START Given records

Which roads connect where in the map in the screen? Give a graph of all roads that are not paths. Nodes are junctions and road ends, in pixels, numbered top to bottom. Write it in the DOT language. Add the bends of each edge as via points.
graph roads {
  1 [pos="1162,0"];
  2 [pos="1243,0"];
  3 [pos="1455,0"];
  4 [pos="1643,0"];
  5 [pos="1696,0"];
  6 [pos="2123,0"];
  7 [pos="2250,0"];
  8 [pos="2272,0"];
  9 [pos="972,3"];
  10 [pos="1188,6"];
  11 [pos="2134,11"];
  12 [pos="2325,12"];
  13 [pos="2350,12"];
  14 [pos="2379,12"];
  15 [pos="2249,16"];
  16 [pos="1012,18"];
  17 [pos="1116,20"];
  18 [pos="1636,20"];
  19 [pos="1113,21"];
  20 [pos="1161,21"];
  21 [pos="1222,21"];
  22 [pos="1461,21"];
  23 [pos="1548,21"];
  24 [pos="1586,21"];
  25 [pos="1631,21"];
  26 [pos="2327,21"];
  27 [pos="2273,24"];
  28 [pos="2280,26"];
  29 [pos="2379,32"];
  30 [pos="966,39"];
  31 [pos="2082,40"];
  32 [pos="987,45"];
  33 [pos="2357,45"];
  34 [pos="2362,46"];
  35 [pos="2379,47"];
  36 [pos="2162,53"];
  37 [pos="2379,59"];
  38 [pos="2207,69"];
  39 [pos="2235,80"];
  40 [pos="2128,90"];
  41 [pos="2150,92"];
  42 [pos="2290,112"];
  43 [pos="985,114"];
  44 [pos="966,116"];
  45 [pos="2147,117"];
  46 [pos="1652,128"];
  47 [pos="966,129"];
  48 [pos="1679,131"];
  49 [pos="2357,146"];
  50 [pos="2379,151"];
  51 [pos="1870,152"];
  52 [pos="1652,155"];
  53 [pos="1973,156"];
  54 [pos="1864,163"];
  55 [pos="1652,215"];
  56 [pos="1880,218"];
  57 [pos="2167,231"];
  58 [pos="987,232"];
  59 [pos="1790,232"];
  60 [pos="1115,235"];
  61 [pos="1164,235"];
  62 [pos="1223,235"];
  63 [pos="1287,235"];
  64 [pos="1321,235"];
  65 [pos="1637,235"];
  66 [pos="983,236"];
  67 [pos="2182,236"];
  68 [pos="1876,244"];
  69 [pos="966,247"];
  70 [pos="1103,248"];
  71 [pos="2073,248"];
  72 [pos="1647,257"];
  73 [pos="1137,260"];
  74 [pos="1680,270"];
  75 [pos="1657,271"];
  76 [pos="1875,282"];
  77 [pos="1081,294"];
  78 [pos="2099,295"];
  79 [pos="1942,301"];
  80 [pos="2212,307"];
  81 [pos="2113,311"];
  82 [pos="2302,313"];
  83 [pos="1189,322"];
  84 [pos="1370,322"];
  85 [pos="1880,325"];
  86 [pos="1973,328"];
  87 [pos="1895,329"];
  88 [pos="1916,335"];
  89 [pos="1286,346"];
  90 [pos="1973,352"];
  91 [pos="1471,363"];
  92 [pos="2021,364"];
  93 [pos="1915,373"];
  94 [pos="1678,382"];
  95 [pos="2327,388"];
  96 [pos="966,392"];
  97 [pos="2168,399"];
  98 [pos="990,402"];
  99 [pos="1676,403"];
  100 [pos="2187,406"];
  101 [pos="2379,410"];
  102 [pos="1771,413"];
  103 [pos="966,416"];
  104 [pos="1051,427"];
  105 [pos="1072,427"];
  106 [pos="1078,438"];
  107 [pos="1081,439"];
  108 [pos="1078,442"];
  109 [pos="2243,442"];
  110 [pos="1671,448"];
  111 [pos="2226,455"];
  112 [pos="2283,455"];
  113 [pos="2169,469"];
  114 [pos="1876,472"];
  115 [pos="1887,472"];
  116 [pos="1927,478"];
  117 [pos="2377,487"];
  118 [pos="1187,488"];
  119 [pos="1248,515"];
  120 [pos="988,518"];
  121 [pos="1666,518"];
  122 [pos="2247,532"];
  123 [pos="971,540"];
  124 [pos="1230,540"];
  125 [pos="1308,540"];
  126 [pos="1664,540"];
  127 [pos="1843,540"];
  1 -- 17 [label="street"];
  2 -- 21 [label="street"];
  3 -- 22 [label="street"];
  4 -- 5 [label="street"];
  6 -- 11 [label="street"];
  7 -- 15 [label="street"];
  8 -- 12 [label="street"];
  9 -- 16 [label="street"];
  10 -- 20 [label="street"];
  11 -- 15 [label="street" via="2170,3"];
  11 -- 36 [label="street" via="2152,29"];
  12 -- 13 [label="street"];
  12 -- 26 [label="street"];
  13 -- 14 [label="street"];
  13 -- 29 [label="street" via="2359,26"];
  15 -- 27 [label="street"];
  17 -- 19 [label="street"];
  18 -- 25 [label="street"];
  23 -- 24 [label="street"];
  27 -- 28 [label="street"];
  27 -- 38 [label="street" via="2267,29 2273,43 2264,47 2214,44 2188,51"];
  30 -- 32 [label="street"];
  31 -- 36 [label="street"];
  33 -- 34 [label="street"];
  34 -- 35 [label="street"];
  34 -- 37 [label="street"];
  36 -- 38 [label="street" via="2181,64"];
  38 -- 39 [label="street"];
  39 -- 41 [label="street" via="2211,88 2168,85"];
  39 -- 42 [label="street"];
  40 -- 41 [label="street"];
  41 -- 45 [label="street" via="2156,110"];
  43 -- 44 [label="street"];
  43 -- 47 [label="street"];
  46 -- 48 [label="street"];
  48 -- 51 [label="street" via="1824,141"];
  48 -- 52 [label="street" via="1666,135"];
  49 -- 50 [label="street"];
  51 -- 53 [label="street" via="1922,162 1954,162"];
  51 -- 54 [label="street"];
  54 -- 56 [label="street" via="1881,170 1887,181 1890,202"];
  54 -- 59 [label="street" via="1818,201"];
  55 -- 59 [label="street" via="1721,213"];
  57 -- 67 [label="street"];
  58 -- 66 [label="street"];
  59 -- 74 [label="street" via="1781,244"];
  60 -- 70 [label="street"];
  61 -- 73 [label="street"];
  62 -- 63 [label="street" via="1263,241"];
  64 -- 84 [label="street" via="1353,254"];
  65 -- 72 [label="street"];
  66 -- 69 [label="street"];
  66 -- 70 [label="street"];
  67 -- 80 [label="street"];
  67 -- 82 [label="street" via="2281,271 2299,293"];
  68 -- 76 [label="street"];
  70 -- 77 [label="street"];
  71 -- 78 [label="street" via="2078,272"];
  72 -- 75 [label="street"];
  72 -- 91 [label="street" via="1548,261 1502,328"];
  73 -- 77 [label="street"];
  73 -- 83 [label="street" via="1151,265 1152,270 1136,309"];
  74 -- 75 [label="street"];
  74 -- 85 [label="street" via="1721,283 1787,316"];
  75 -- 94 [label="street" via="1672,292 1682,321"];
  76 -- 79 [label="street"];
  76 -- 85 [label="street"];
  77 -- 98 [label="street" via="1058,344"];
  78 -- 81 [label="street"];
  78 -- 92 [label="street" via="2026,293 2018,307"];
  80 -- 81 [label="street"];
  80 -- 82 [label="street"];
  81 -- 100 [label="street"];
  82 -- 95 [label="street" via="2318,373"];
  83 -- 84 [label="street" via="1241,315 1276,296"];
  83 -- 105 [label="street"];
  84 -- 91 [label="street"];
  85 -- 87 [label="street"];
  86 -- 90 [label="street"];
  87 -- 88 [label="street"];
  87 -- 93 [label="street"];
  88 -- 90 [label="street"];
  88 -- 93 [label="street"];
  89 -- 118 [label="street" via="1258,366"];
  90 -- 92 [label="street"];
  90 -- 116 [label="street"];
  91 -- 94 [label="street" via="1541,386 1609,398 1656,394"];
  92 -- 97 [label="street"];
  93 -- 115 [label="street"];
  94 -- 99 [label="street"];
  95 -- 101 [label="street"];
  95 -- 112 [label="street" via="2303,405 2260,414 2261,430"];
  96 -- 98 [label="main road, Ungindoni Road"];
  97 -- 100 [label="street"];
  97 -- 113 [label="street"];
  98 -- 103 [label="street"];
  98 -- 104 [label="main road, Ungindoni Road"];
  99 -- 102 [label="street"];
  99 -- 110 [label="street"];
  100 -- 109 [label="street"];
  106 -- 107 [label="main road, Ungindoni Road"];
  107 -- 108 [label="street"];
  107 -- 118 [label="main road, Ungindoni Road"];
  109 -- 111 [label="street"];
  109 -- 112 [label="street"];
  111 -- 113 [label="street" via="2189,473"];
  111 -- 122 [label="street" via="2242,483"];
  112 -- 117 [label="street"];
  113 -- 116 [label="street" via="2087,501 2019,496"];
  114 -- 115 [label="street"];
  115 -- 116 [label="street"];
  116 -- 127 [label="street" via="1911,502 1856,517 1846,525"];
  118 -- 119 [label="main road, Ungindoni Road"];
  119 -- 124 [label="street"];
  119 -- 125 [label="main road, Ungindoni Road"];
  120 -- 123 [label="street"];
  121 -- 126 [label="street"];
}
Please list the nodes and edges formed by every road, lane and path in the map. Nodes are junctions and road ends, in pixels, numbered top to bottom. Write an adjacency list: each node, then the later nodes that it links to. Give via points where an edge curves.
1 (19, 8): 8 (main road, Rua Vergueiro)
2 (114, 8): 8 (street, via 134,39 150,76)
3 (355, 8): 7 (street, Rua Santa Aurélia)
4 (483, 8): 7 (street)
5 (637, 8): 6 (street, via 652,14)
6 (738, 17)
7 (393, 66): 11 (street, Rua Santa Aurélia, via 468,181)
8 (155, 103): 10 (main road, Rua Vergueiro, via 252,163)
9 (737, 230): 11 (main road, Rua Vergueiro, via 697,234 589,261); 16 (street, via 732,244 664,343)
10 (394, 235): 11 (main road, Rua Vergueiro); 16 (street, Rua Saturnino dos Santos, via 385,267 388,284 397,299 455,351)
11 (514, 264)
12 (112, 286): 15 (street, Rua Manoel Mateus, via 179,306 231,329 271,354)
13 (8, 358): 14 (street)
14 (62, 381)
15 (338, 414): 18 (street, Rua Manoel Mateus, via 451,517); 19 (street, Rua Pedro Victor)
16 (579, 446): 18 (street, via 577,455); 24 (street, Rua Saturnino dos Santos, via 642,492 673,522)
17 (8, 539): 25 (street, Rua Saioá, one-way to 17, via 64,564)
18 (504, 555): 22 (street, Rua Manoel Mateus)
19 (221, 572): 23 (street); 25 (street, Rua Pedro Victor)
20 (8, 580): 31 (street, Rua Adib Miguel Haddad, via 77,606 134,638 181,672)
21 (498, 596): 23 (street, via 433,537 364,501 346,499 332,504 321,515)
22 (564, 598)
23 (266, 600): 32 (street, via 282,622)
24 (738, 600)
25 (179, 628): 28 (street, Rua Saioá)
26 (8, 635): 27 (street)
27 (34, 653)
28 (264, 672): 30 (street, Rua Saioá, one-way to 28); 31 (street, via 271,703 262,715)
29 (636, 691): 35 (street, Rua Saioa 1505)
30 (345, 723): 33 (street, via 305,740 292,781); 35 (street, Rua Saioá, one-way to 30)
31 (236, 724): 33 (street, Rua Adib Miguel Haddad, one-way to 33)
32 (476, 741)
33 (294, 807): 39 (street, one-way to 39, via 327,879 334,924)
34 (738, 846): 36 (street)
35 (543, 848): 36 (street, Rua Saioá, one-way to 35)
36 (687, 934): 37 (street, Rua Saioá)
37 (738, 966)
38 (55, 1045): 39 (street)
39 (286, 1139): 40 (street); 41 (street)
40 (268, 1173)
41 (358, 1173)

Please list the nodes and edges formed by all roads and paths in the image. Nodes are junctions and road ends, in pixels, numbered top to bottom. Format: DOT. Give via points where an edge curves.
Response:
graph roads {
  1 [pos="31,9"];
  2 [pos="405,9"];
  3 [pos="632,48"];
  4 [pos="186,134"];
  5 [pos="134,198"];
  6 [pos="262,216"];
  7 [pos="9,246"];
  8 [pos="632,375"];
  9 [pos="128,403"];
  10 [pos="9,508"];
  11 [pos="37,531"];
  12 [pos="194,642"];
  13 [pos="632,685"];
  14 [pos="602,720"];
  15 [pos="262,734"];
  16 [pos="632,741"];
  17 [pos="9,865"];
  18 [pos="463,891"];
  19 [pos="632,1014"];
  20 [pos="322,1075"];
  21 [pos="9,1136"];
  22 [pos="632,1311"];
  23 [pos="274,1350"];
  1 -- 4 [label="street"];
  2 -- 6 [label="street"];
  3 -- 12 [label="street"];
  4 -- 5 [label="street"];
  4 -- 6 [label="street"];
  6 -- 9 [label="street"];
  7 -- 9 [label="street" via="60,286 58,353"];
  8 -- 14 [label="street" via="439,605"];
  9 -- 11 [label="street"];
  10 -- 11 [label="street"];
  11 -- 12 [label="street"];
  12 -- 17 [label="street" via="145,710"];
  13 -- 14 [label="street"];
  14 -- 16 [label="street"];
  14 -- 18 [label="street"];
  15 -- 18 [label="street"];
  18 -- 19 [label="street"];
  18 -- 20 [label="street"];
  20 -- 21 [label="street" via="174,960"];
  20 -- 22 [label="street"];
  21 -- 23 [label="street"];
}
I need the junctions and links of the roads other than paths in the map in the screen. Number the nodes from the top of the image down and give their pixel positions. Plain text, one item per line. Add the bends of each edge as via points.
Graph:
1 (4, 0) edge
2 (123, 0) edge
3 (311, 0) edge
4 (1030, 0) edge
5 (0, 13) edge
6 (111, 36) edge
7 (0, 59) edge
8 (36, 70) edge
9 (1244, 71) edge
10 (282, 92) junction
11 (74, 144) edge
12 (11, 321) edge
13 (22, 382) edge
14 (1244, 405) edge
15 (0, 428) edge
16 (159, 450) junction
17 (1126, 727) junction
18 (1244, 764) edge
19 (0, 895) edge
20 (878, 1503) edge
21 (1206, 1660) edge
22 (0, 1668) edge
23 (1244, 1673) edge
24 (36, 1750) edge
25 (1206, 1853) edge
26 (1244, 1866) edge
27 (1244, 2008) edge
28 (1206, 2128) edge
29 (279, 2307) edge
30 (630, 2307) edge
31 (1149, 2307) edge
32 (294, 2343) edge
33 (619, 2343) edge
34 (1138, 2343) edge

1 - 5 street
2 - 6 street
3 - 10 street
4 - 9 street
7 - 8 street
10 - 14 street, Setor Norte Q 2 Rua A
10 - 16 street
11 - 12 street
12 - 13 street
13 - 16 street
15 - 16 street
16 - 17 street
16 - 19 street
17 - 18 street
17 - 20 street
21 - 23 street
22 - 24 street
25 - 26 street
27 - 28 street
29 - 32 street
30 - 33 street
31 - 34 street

END Given records

In the entries above, please find the line with "Please list the nodes and edges formed by all" and the line with "I need the junctions", then write out exactly those two lines and every line between them, and nothing more.

Please list the nodes and edges formed by all roads and paths in the image. Nodes are junctions and road ends, in pixels, numbered top to bottom. Format: DOT. Give via points where an edge curves.
Response:
graph roads {
  1 [pos="31,9"];
  2 [pos="405,9"];
  3 [pos="632,48"];
  4 [pos="186,134"];
  5 [pos="134,198"];
  6 [pos="262,216"];
  7 [pos="9,246"];
  8 [pos="632,375"];
  9 [pos="128,403"];
  10 [pos="9,508"];
  11 [pos="37,531"];
  12 [pos="194,642"];
  13 [pos="632,685"];
  14 [pos="602,720"];
  15 [pos="262,734"];
  16 [pos="632,741"];
  17 [pos="9,865"];
  18 [pos="463,891"];
  19 [pos="632,1014"];
  20 [pos="322,1075"];
  21 [pos="9,1136"];
  22 [pos="632,1311"];
  23 [pos="274,1350"];
  1 -- 4 [label="street"];
  2 -- 6 [label="street"];
  3 -- 12 [label="street"];
  4 -- 5 [label="street"];
  4 -- 6 [label="street"];
  6 -- 9 [label="street"];
  7 -- 9 [label="street" via="60,286 58,353"];
  8 -- 14 [label="street" via="439,605"];
  9 -- 11 [label="street"];
  10 -- 11 [label="street"];
  11 -- 12 [label="street"];
  12 -- 17 [label="street" via="145,710"];
  13 -- 14 [label="street"];
  14 -- 16 [label="street"];
  14 -- 18 [label="street"];
  15 -- 18 [label="street"];
  18 -- 19 [label="street"];
  18 -- 20 [label="street"];
  20 -- 21 [label="street" via="174,960"];
  20 -- 22 [label="street"];
  21 -- 23 [label="street"];
}
I need the junctions and links of the roads other than paths in the map in the screen. Number the nodes from the top of the image down and give their pixel positions. Plain text, one item per line. Add the bends of each edge as via points.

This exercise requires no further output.